Ruben Samuel Fleischer (born October 31, 1974) is an American film director, film producer, television producer, music video director, and commercial director who lives in Montclair, New Jersey. He is best known as the director of Zombieland (2009), his first feature film, and its sequel Zombieland: Double Tap (2019). He has also directed the films 30 Minutes or Less, Gangster Squad, Uncharted, and 2018's Venom featuring the Marvel Comics character of the same name. Prior to features, he directed television commercials for such brands as Cisco, Eurostar, ESPN, and Burger King, and music videos for such artists as M.I.A., Electric Six, DJ Format and Gold Chains.

Early life 
Fleischer was born and raised in Washington, D.C, the son of Karen Lee (née Samuel) and David Elliot Fleischer, who is a physician at the Mayo Clinic in Arizona and a professor of medicine. His brother, Lucas, works in new media. His father was born to a Jewish family, while his mother converted to Judaism. Fleischer was raised in Reform Judaism.

After graduating with a major in history from Wesleyan University, Fleischer moved to San Francisco, where he worked as a freelance HTML programmer, unsure what he wanted to do with his life.

Career
Taking the advice of close friend Mike White (also a  Wesleyan graduate), Fleischer worked as a PA in the writers' office of Dawson's Creek. He eventually turned to directing and worked his way through the industry, tackling music videos and television commercials before landing his first feature film, Zombieland, in 2009. His second feature, 30 Minutes or Less, opened in theaters on August 12, 2011.

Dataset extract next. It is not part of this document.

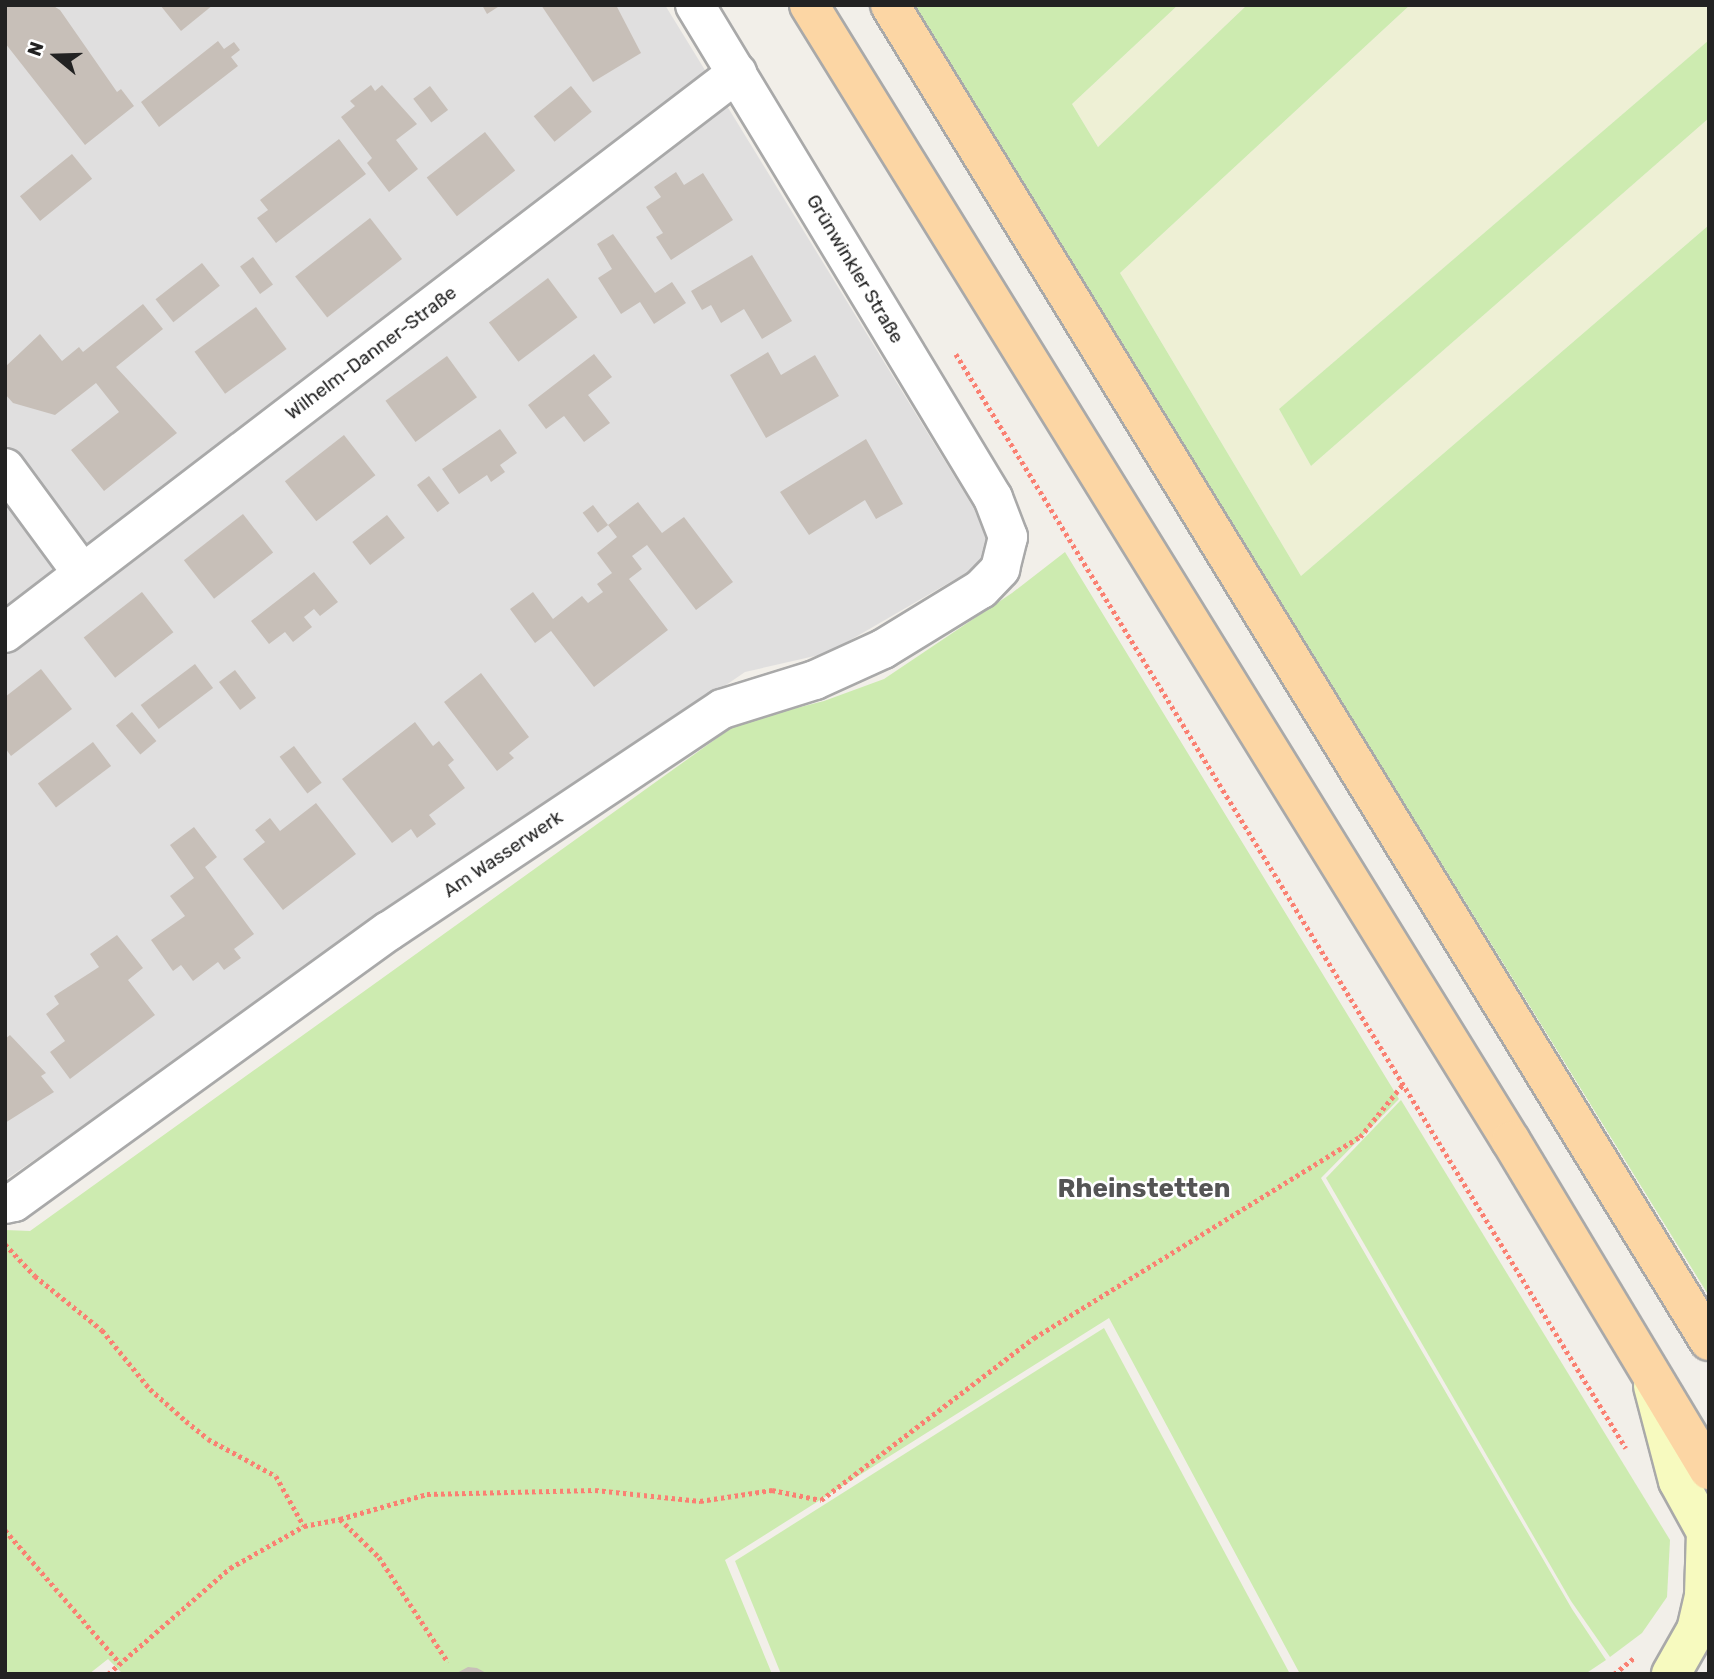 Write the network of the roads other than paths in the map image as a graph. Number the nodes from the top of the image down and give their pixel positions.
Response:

Fleischer directed Gangster Squad, a 2013 action thriller film, based on the special tactical group created by the LAPD to combat the Los Angeles crime family. He next directed Venom, a film about Marvel Comics character Eddie Brock, starring Tom Hardy; it was released on October 5, 2018.

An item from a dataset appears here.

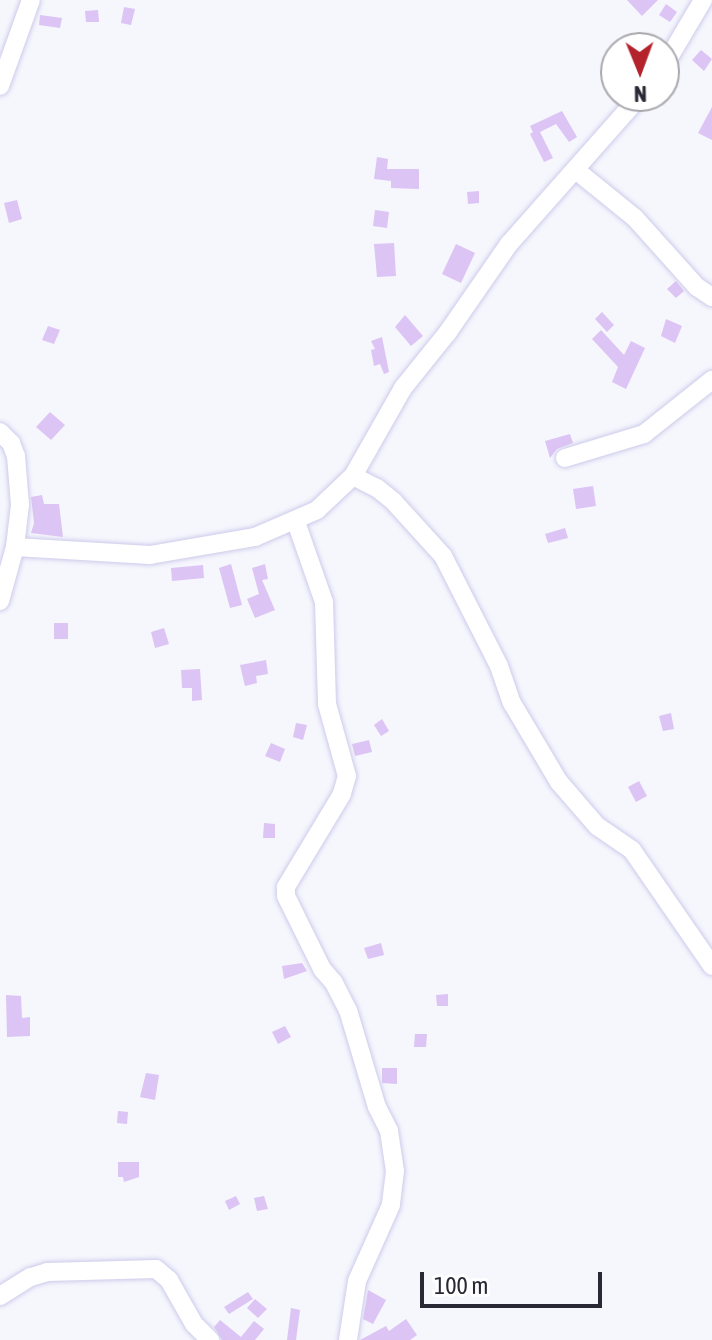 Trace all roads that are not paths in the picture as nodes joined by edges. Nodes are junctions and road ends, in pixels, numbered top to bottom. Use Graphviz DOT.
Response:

In 2019, he directed Zombieland: Double Tap, reuniting the four original leads. In February 2020, he was hired to direct Uncharted, based on the video game series of the same name. In September 2022, he was hired to direct Now You See Me 3.

Filmography

Feature films 

Producer
 Two Night Stand (2014)
 Unicorn Store (2017)
 Bad Trip (2021)

Television

Short films

Music videos

Commercials

Collaborations
Like many directors, Fleischer has worked with certain actors on two or more of his films:

References

External links

1974 births
American music video directors
American Reform Jews
Comedy film directors
Film directors from San Francisco
Film directors from Washington, D.C.
Horror film directors
Living people
Wesleyan University alumni
Writers from San Francisco
Writers from Washington, D.C.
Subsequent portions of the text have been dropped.